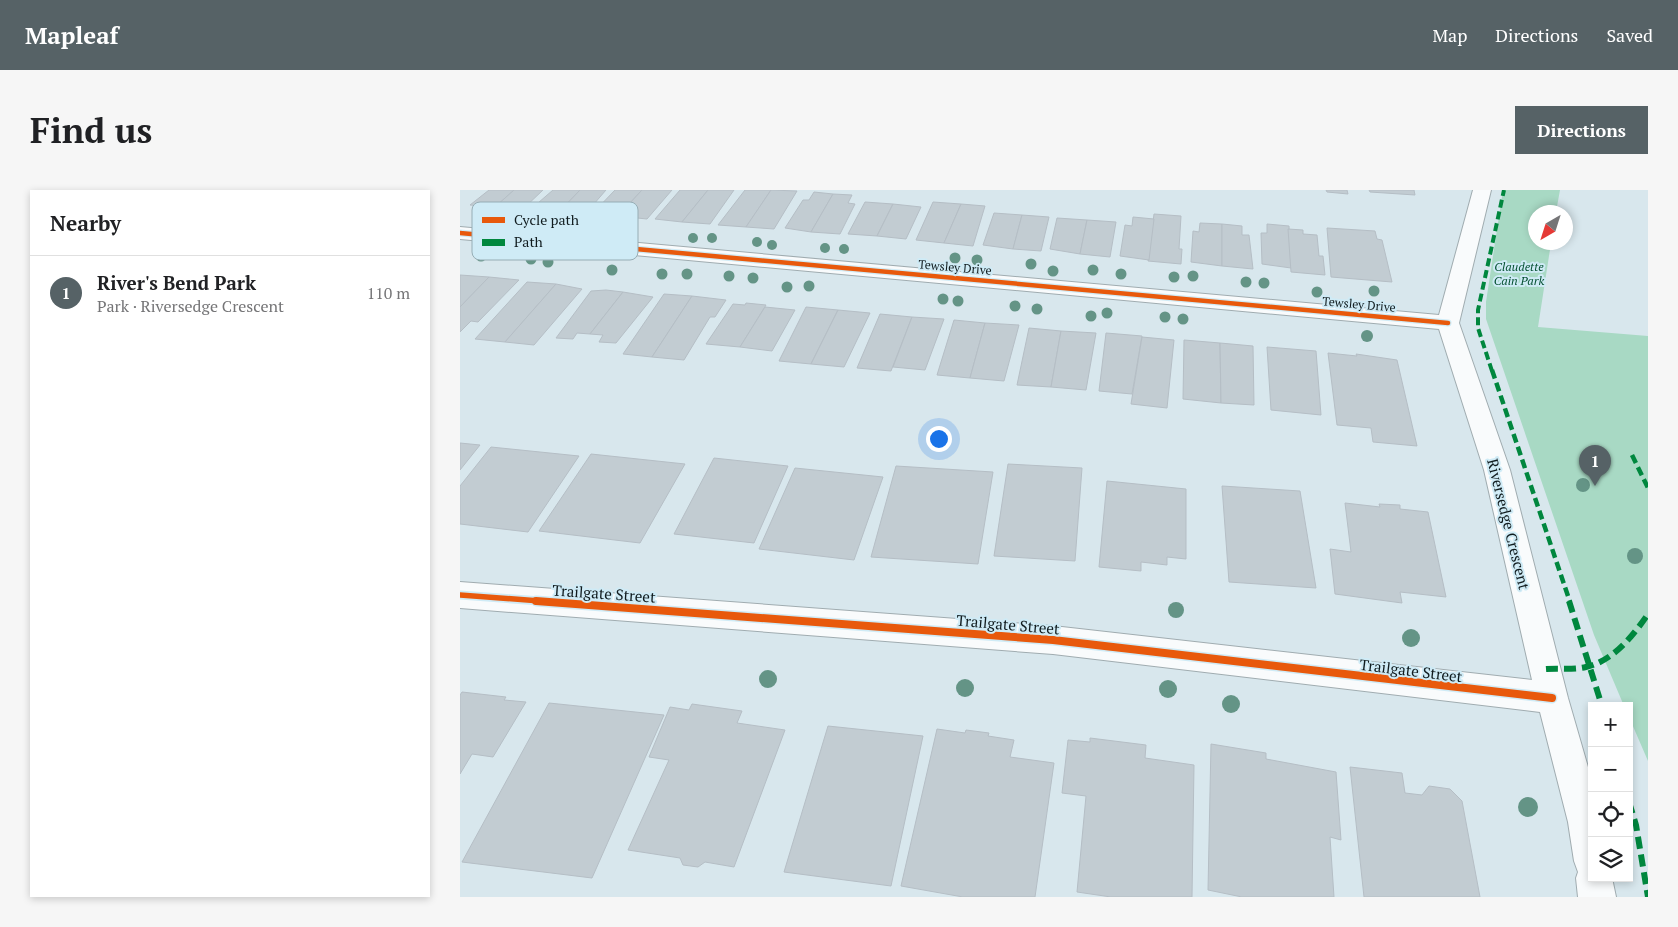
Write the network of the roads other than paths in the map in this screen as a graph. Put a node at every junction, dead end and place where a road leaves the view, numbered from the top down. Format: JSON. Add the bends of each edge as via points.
{"nodes":[{"id":1,"x":1482,"y":190,"type":"edge"},
{"id":2,"x":638,"y":249,"type":"edge"},
{"id":3,"x":1448,"y":323,"type":"junction"},
{"id":4,"x":460,"y":595,"type":"edge"},
{"id":5,"x":1552,"y":698,"type":"junction"},
{"id":6,"x":1588,"y":837,"type":"edge"},
{"id":7,"x":1595,"y":882,"type":"edge"},
{"id":8,"x":1597,"y":897,"type":"edge"}],
"edges":[{"from":1,"to":3,"type":"street"},
{"from":2,"to":3,"type":"street","name":"Tewsley Drive"},
{"from":3,"to":5,"type":"street","name":"Riversedge Crescent","via":[[1496,470]]},
{"from":4,"to":5,"type":"street","name":"Trailgate Street","via":[[1053,640]]},
{"from":5,"to":6,"type":"street","name":"Riversedge Crescent"},
{"from":7,"to":8,"type":"street"}]}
◇ ◇ ◇ ◇
* What you have to do: Without the pictures, give every line of the data again, exactly as written.

* Answer to this exercise:
Write the network of the roads other than paths in the map in this screen as a graph. Put a node at every junction, dead end and place where a road leaves the view, numbered from the top down. Format: JSON. Add the bends of each edge as via points.
{"nodes":[{"id":1,"x":1482,"y":190,"type":"edge"},
{"id":2,"x":638,"y":249,"type":"edge"},
{"id":3,"x":1448,"y":323,"type":"junction"},
{"id":4,"x":460,"y":595,"type":"edge"},
{"id":5,"x":1552,"y":698,"type":"junction"},
{"id":6,"x":1588,"y":837,"type":"edge"},
{"id":7,"x":1595,"y":882,"type":"edge"},
{"id":8,"x":1597,"y":897,"type":"edge"}],
"edges":[{"from":1,"to":3,"type":"street"},
{"from":2,"to":3,"type":"street","name":"Tewsley Drive"},
{"from":3,"to":5,"type":"street","name":"Riversedge Crescent","via":[[1496,470]]},
{"from":4,"to":5,"type":"street","name":"Trailgate Street","via":[[1053,640]]},
{"from":5,"to":6,"type":"street","name":"Riversedge Crescent"},
{"from":7,"to":8,"type":"street"}]}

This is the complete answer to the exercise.